--- Source material ---

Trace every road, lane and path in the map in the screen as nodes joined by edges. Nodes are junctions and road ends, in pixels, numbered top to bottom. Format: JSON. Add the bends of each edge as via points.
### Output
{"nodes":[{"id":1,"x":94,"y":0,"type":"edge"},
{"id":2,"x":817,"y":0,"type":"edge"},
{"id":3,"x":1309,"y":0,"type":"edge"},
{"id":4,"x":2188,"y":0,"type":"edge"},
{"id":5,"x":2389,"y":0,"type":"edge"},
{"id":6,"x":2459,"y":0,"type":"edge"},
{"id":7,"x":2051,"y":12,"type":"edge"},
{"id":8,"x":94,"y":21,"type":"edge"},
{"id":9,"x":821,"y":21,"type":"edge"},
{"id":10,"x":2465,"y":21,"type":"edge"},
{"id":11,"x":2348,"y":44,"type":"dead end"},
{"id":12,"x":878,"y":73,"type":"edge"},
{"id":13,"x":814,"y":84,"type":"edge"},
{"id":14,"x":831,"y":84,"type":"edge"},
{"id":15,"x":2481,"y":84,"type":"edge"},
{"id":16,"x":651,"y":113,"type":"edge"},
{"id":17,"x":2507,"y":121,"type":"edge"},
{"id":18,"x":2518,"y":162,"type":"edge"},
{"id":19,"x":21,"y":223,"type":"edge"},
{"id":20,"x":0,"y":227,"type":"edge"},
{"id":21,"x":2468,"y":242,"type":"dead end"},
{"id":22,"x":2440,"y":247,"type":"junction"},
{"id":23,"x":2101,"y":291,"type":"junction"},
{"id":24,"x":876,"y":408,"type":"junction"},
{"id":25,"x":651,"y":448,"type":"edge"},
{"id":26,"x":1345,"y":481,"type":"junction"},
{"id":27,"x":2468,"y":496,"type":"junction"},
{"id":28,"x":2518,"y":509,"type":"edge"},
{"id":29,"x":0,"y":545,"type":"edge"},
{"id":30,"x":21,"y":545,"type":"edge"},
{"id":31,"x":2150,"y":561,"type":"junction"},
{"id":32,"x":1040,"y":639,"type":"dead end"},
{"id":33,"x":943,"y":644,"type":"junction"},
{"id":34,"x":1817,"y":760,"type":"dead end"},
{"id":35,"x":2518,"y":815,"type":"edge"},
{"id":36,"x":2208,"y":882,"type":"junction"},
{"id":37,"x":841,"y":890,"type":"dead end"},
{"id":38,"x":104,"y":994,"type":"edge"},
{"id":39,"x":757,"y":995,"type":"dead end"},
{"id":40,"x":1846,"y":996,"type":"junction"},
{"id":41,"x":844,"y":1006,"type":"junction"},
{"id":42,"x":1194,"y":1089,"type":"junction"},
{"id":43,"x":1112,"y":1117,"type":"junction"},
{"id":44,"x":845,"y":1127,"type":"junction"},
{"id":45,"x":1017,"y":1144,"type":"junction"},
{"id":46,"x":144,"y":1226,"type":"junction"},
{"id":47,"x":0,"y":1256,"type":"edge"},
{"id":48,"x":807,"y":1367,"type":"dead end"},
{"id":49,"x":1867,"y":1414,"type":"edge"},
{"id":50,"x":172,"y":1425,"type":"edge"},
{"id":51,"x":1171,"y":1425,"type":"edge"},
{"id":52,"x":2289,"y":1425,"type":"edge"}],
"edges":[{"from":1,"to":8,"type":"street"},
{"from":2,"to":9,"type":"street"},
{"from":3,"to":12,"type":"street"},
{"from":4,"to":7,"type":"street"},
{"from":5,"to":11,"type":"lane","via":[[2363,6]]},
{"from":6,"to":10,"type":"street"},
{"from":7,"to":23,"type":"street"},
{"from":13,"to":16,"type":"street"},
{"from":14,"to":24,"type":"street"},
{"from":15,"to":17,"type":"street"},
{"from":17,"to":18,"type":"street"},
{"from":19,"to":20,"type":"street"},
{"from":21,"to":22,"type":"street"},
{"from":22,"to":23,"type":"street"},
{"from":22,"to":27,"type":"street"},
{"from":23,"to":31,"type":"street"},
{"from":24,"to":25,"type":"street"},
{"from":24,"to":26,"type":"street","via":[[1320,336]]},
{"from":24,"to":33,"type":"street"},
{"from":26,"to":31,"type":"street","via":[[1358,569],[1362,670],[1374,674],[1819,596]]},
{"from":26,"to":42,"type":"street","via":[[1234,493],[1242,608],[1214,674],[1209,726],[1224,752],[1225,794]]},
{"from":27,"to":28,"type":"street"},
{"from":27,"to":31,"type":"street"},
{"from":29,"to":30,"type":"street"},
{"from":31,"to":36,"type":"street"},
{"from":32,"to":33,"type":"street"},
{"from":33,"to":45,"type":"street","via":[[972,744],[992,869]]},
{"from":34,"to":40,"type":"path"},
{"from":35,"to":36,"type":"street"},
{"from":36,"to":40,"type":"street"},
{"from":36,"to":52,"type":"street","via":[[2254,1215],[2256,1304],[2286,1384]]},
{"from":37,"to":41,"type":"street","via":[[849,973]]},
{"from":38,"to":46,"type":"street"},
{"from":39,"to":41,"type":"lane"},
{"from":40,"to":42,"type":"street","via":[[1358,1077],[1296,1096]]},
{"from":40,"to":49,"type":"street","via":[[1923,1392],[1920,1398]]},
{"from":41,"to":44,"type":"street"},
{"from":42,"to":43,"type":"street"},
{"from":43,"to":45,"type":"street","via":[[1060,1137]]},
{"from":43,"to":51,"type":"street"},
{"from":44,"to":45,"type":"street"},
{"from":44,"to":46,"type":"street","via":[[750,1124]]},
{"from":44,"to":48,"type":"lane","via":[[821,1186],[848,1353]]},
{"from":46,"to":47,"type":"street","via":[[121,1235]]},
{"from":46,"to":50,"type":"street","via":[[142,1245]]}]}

---

**What the task requires:**
Using the records given above, list every line that includes the word "lane".

**Result:**
Trace every road, lane and path in the map in the screen as nodes joined by edges. Nodes are junctions and road ends, in pixels, numbered top to bottom. Format: JSON. Add the bends of each edge as via points.
{"from":5,"to":11,"type":"lane","via":[[2363,6]]},
{"from":39,"to":41,"type":"lane"},
{"from":44,"to":48,"type":"lane","via":[[821,1186],[848,1353]]},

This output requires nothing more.